Directions for this task → Search the records below for "شهید"; copy each line that has it.

[Data items]
┏━━
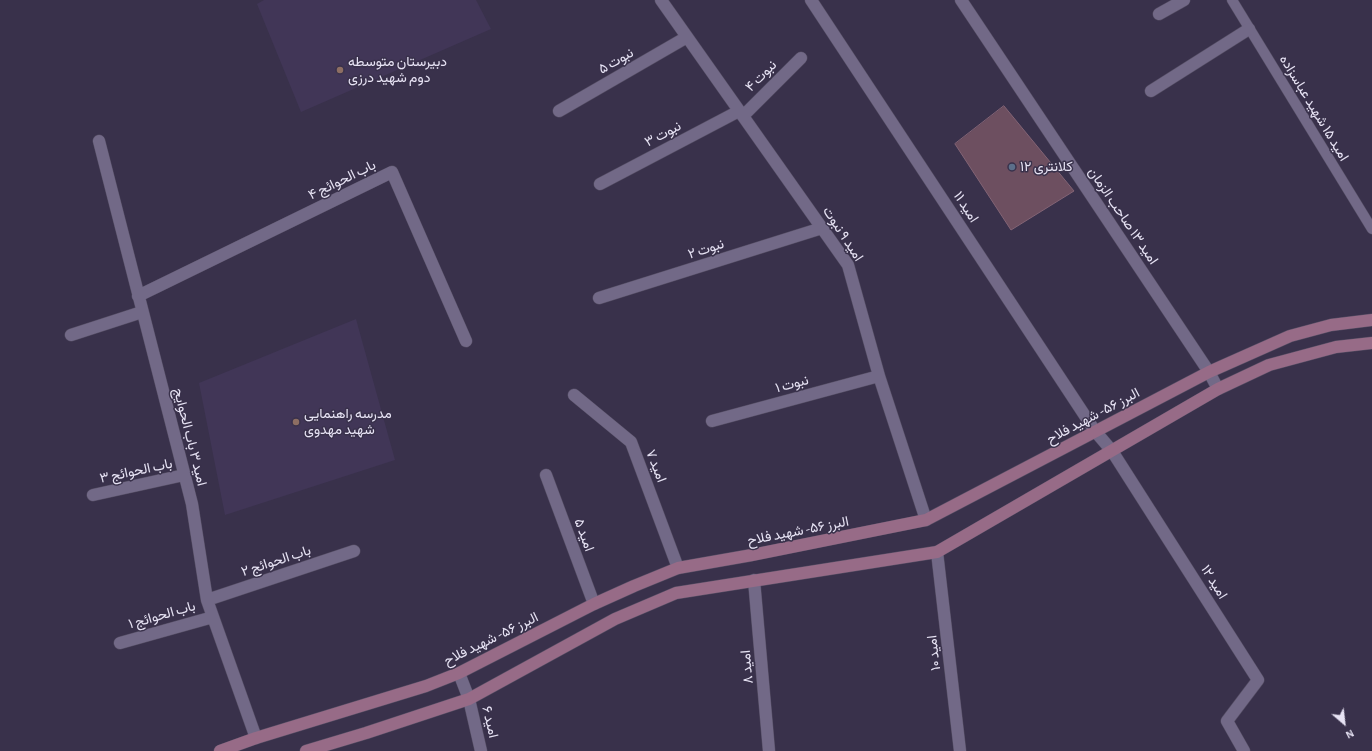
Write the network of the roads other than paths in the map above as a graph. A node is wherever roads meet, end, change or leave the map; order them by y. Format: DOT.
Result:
graph roads {
  1 [pos="661,0"];
  2 [pos="811,0"];
  3 [pos="962,0"];
  4 [pos="1184,0"];
  5 [pos="1232,0"];
  6 [pos="1159,14"];
  7 [pos="1249,29"];
  8 [pos="687,37"];
  9 [pos="801,58"];
  10 [pos="1151,91"];
  11 [pos="559,111"];
  12 [pos="741,113"];
  13 [pos="98,141"];
  14 [pos="600,184"];
  15 [pos="822,228"];
  16 [pos="1372,229"];
  17 [pos="138,296"];
  18 [pos="599,298"];
  19 [pos="142,312"];
  20 [pos="1372,320"];
  21 [pos="71,335"];
  22 [pos="466,341"];
  23 [pos="1372,343"];
  24 [pos="1209,372"];
  25 [pos="879,376"];
  26 [pos="1218,389"];
  27 [pos="574,395"];
  28 [pos="712,421"];
  29 [pos="1095,431"];
  30 [pos="1112,451"];
  31 [pos="184,476"];
  32 [pos="546,476"];
  33 [pos="93,495"];
  34 [pos="926,520"];
  35 [pos="354,551"];
  36 [pos="937,552"];
  37 [pos="678,568"];
  38 [pos="754,580"];
  39 [pos="207,600"];
  40 [pos="594,604"];
  41 [pos="213,617"];
  42 [pos="120,642"];
  43 [pos="459,673"];
  44 [pos="469,699"];
  45 [pos="256,738"];
  46 [pos="220,751"];
  47 [pos="306,751"];
  48 [pos="481,751"];
  49 [pos="769,751"];
  50 [pos="960,751"];
  51 [pos="1244,751"];
  1 -- 8 [label="street, امید ۹ نبوت"];
  2 -- 29 [label="street, امید ۱۱"];
  3 -- 24 [label="street, امید ۱۳ صاحب الزمان"];
  4 -- 6 [label="street"];
  5 -- 7 [label="lane, امید ۱۵ شهید عباسزاده"];
  7 -- 10 [label="street"];
  7 -- 16 [label="lane, امید ۱۵ شهید عباسزاده"];
  8 -- 11 [label="street, نبوت ۵"];
  8 -- 12 [label="street, امید ۹ نبوت"];
  9 -- 12 [label="street, نبوت ۴"];
  12 -- 14 [label="street, نبوت ۳"];
  12 -- 15 [label="street, امید ۹ نبوت"];
  13 -- 17 [label="street, امید ۳ باب الحوایج"];
  15 -- 18 [label="street, نبوت ۲"];
  15 -- 25 [label="street, امید ۹ نبوت"];
  17 -- 19 [label="street, امید ۳ باب الحوایج"];
  17 -- 22 [label="street, باب الحوائج ۴"];
  19 -- 21 [label="street"];
  19 -- 31 [label="street, امید ۳ باب الحوایج"];
  20 -- 24 [label="street, البرز ۵۶- شهید فلاح"];
  23 -- 26 [label="street"];
  24 -- 26 [label="street, امید ۱۳ صاحب الزمان"];
  24 -- 29 [label="street, البرز ۵۶- شهید فلاح"];
  25 -- 28 [label="street, نبوت ۱"];
  25 -- 34 [label="street, امید ۹ نبوت"];
  26 -- 30 [label="street"];
  27 -- 37 [label="street, امید ۷"];
  29 -- 30 [label="street, امید ۱۲"];
  29 -- 34 [label="street, البرز ۵۶- شهید فلاح"];
  30 -- 36 [label="street"];
  30 -- 51 [label="street, امید ۱۲"];
  31 -- 33 [label="street, باب الحوائج ۳"];
  31 -- 39 [label="street, امید ۳ باب الحوایج"];
  32 -- 40 [label="street, امید ۵"];
  34 -- 37 [label="street, البرز ۵۶- شهید فلاح"];
  35 -- 39 [label="street, باب الحوائج ۲"];
  36 -- 38 [label="street"];
  36 -- 50 [label="street, امید ۱۰"];
  37 -- 40 [label="street, البرز ۵۶- شهید فلاح"];
  38 -- 44 [label="street"];
  38 -- 49 [label="street, امید ۸"];
  39 -- 41 [label="street, امید ۳ باب الحوایج"];
  40 -- 43 [label="street, البرز ۵۶- شهید فلاح"];
  41 -- 42 [label="street, باب الحوائج ۱"];
  41 -- 45 [label="street, امید ۳ باب الحوایج"];
  43 -- 44 [label="street, امید ۶"];
  43 -- 45 [label="street, البرز ۵۶- شهید فلاح"];
  44 -- 47 [label="street"];
  44 -- 48 [label="street, امید ۶"];
  45 -- 46 [label="street, البرز ۵۶- شهید فلاح"];
}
┗━━
Output for this task →
  5 -- 7 [label="lane, امید ۱۵ شهید عباسزاده"];
  7 -- 16 [label="lane, امید ۱۵ شهید عباسزاده"];
  20 -- 24 [label="street, البرز ۵۶- شهید فلاح"];
  24 -- 29 [label="street, البرز ۵۶- شهید فلاح"];
  29 -- 34 [label="street, البرز ۵۶- شهید فلاح"];
  34 -- 37 [label="street, البرز ۵۶- شهید فلاح"];
  37 -- 40 [label="street, البرز ۵۶- شهید فلاح"];
  40 -- 43 [label="street, البرز ۵۶- شهید فلاح"];
  43 -- 45 [label="street, البرز ۵۶- شهید فلاح"];
  45 -- 46 [label="street, البرز ۵۶- شهید فلاح"];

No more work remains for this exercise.